A Bump in the Night

Well, one of my best friends got engaged this past week, and I couldn’t be happier for him.  Jerod and Liz are both the kind of people that are good to the core and, as a couple, just short of sickening to be around.  They’re all cutesy and lovey in that ‘sex is still good and we don’t have kids’ kind of way.  I wish them both the best and am looking forward to the wedding… but I’ve never been a marriage kind of guy.  I like to keep my commitments more manageable, so instead of a fiancee, I got myself a cat

I grew up owning dogs and never in my wildest dreams thought I would venture over to the dark side, but I’ve learned that cats are actually easier to deal with.  For one, they shit in a box without really needing a lot of instruction.  That’s a plus… and since my house has a screened in patio and pet doors, it’s pretty simple for me to keep the stinking cat box the hell out of my house.  Problem is, pet doors work both ways… they allow my cat out, and anything else that can squeeze it’s ass through them into my dining room.  I found this out the hard way.

Apparently, a cat box is like a homing signal for wild animals.  My back yard used to be a pretty tranquil spot, but lately, I hear a hell of a lot more rustling of the leaves than I used to.  It’s not usually something that I pay much attention to, but a few nights ago, those noises got a lot more severe.  I was sound asleep — it was about 2 AM — and I awoke, ever so slightly, to the sensation of my cat jumping into my bed.  He was a little freaked out, and as I opened my eyes, his ears were clearly perked in a ‘holy shit, do you hear that?‘ kind of way.  I thought he drug some wounded animal into my house, so I threw back the covers and walked half asleep into the living room.  The sound wasn’t coming from there…

As I began to locate the source of the turmoil — and believe me, there was something struggling for its life nearby — I realized the sounds were coming from the screened in patio.  I flipped on the light and saw a stray cat, absolutely shit-scared out of its wits, climbing up the screens like that baby climbing the walls in TrainspottingHOLY FUCK, I thought… that stupid fucking animal is going to rip my screens down!! I immediately unlocked the door and proceeded to fly at the cat with an adrenaline-induced rage that insured that, regardless of how badly I got shredded, this animal was going to DIE.  You see, the cat had found its way into the patio through the exterior pet door, but couldn’t find its way back out… and, in spite of my absolute determination to kill the damn thing, it immediately saw the opening door as an opportunity to get back to the wild.

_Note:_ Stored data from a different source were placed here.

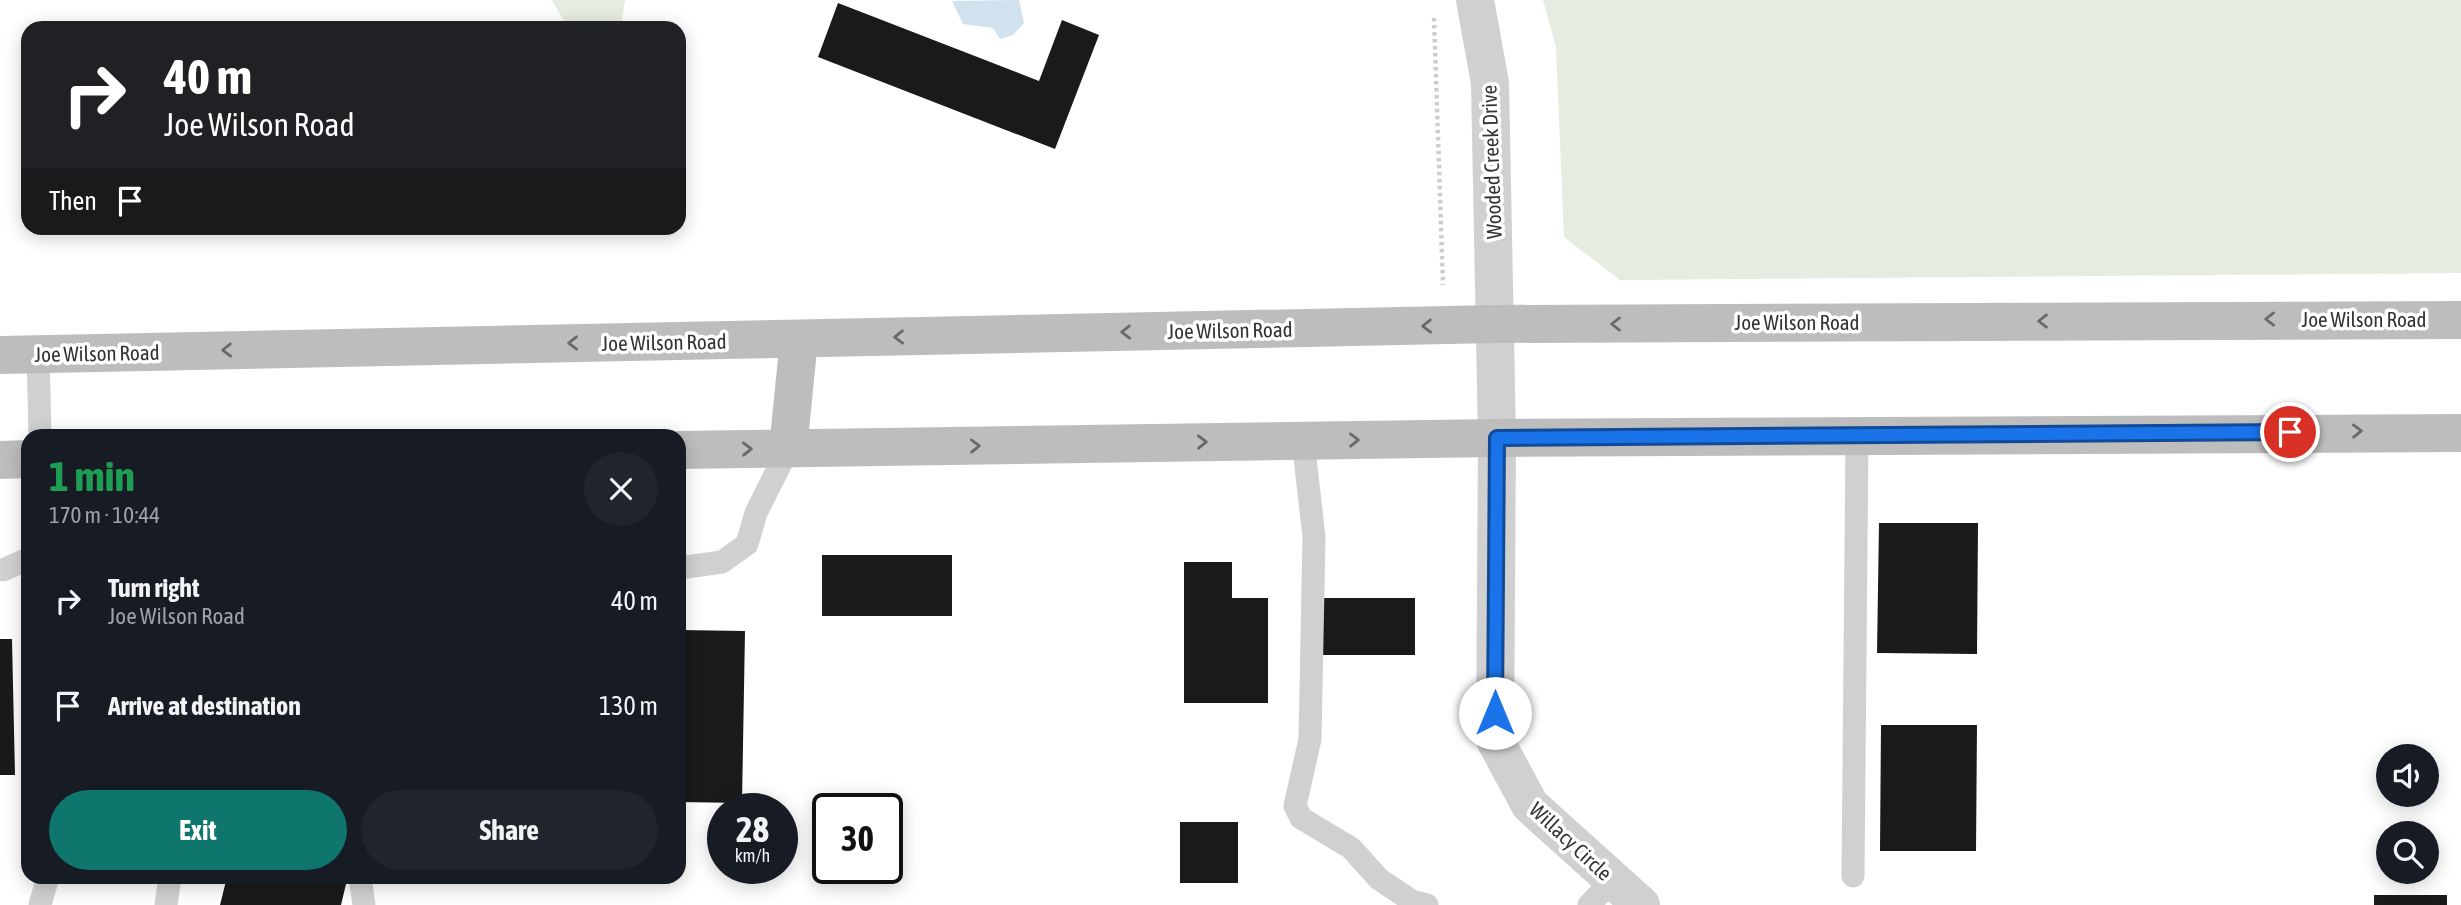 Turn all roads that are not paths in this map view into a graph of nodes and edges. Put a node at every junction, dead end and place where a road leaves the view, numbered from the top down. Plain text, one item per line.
1 (1475, 0) edge
2 (2461, 320) edge
3 (1495, 324) junction
4 (799, 339) junction
5 (38, 354) junction
6 (0, 355) edge
7 (40, 429) edge
8 (2461, 433) edge
9 (1857, 437) junction
10 (1497, 438) junction
11 (1303, 440) junction
12 (788, 449) junction
13 (686, 450) edge
14 (21, 459) edge
15 (0, 460) edge
16 (21, 562) edge
17 (686, 567) edge
18 (3, 570) dead end
19 (1853, 876) dead end
20 (46, 884) edge
21 (169, 884) edge
22 (361, 884) edge
23 (1614, 897) edge
24 (40, 905) edge
25 (166, 905) edge
26 (364, 905) edge
27 (1427, 905) edge

1 - 3 street, Wooded Creek Drive
2 -> 3 main road, Joe Wilson Road
3 -> 4 main road, Joe Wilson Road
3 - 10 street, Wooded Creek Drive
4 -> 5 main road, Joe Wilson Road
4 - 12 main road
5 - 6 main road, Joe Wilson Road
5 - 7 lane
9 -> 8 main road
9 - 10 main road
9 - 19 lane
11 -> 10 main road
10 - 23 street, Willacy Circle
12 -> 11 main road
11 - 27 lane
13 -> 12 main road
12 - 17 lane
14 - 15 main road
16 - 18 lane
20 - 24 lane
21 - 25 lane
22 - 26 lane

Problem was, that door wasn’t an exit

Cats move pretty damn quick… and before I even fully comprehended what I had just done, it had rocketed past me and was in my living room.  I have a lot of fairly expensive electronics that don’t mix well with cats, claws flying, losing their fucking minds… and this cat, in my bleary-eyed panic-stricken mind, was going to destroy ALL of it.  I gave chase.  Maybe that was a bad idea.  I have a glass coffee table with V-shaped panes of glass holding it up.  They’re about a half-inch thick and tempered to resist breaking.  At 30 MPH, the cat had no chance of knowing it was even there… it smashed head first into one of the legs, collapsing the table, and spilling my laptop and other items onto the carpeted floor.  Amazingly, the tabletop didn’t shatter… but if you think I was pissed before, I was now in a state of fury normally reserved for catching your wife in bed with another manI wanted blood.

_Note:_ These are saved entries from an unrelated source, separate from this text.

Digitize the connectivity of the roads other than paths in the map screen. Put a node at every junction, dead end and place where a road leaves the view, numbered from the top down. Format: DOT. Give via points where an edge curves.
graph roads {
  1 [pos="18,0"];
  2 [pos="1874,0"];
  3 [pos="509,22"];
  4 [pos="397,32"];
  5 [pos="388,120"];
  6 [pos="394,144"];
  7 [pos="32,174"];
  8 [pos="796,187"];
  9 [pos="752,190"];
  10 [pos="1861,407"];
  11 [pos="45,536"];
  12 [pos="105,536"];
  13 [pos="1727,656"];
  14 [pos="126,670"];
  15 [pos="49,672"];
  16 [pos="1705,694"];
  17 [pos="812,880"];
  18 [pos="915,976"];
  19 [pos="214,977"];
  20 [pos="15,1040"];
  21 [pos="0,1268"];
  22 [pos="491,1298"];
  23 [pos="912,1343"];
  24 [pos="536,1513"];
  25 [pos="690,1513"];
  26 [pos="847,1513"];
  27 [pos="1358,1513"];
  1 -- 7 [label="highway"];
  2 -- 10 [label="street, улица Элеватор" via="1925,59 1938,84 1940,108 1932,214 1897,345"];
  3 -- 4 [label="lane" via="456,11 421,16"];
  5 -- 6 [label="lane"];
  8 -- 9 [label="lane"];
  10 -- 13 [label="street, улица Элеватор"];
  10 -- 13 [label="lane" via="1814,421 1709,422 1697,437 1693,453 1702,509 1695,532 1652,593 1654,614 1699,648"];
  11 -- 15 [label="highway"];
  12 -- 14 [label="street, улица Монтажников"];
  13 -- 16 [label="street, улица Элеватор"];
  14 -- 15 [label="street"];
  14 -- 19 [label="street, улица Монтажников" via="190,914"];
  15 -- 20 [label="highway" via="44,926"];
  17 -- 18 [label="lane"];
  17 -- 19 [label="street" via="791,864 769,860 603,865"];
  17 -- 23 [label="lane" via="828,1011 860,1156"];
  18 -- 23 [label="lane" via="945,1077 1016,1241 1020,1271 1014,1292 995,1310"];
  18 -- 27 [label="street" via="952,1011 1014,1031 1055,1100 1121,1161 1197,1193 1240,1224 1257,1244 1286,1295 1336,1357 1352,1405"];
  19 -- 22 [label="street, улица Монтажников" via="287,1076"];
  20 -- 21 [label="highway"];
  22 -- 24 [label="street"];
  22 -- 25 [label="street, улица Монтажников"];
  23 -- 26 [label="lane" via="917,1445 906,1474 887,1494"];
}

I opened the front door, offering an escape route in case my next plan backfired, and proceeded to gather random items from around the living room to hurl at the thing.  Hopefully, I thought, I can corner it and then pull its head from its coffee-table-destroying body.  It was now in my bedroom, and there was only one obvious place to hide — under my bed.  Armed with an arsenal of, ironically, mainly cat toys, I proceeded to stalk my prey.  There he was, the worthless goddamn thing — right where I expected him.  The game’s up, shithead.  I began hurling objects, laying on my side, underneath the bed with the velocity of a major league pitcher… but, as you may have guessed, cats can move pretty quickly even with a concussion and all I managed to do was drive it out of my bedroom — past the obviously open front door — back onto my patio where it began to, once again, claw the shit out of my screens.  Back to square one.

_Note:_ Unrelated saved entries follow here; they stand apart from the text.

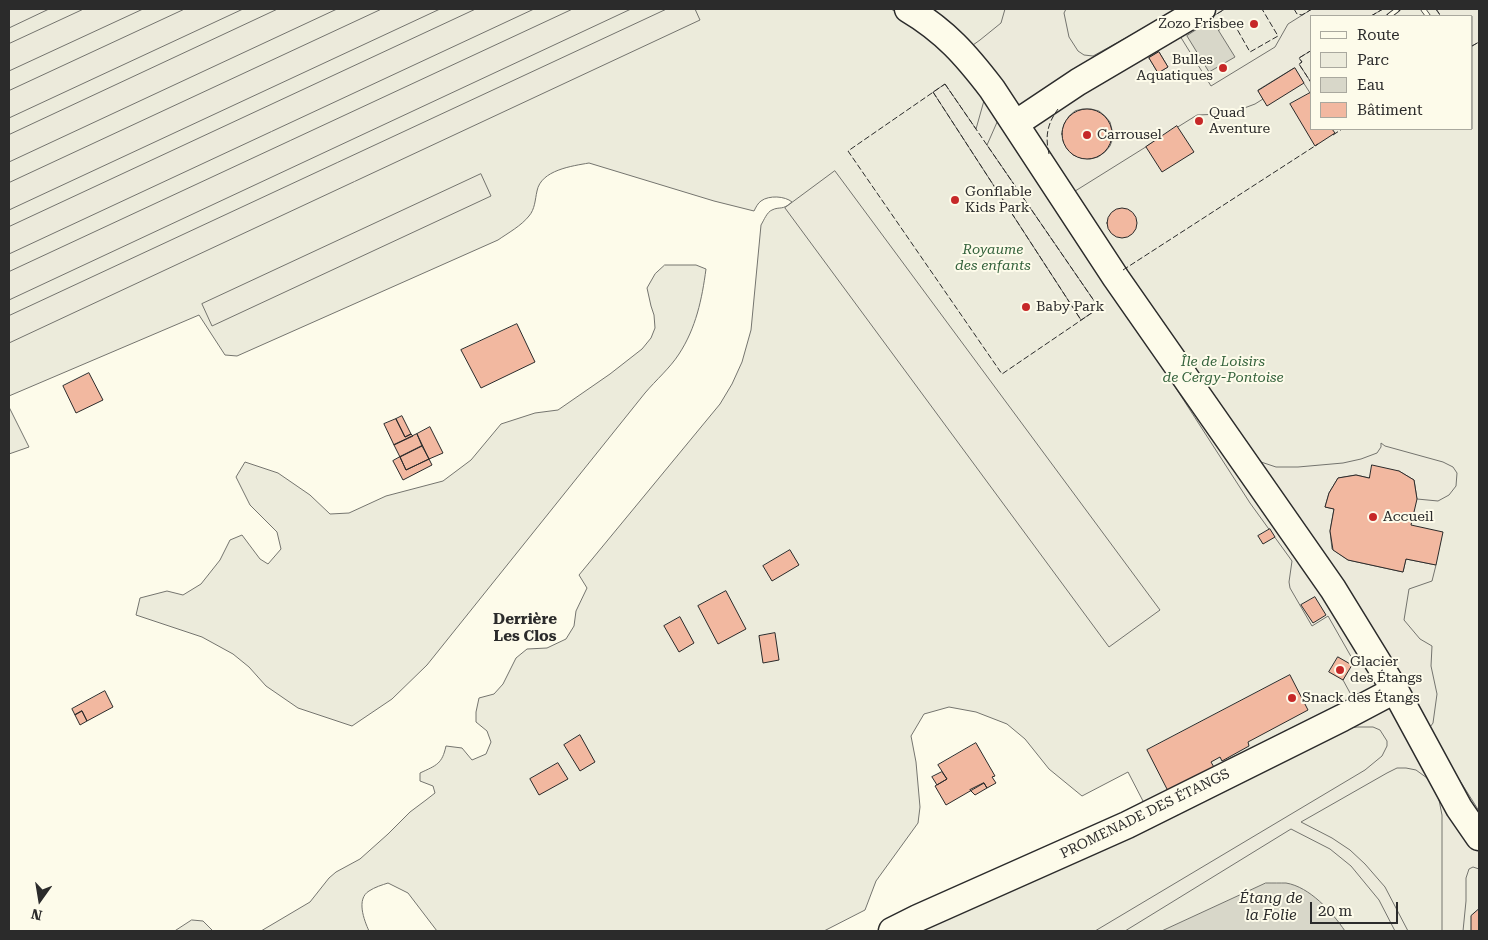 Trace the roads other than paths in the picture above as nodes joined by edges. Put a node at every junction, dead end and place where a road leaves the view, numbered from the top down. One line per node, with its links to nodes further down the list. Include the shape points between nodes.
1 (908, 9): 3 (street, via 959,48)
2 (1202, 9): 3 (street, via 1078,82)
3 (1015, 124): 4 (street, via 1121,286 1333,589)
4 (1395, 690): 5 (street, via 1459,808); 6 (street, PROMENADE DES ÉTANGS, via 1127,825)
5 (1479, 837)
6 (892, 931)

At this point, I just wanted the drama to end.  I was down one coffee table, but my electronics were still in one piece and I figured that this was a reasonable compromise.  I squeezed through the patio door, not offering an escape route this time around, and proceeded to kick the worthless creature out while stringing together a chain of expletives that, if the neighbors were listening, will forever haunt their dreams.  The exterior pet door was barred… the cat scurried over the fence in a labored, ‘holy shit my head hurts‘ kind of way, and I proceeded to pick up the pieces of my previously well organized living room.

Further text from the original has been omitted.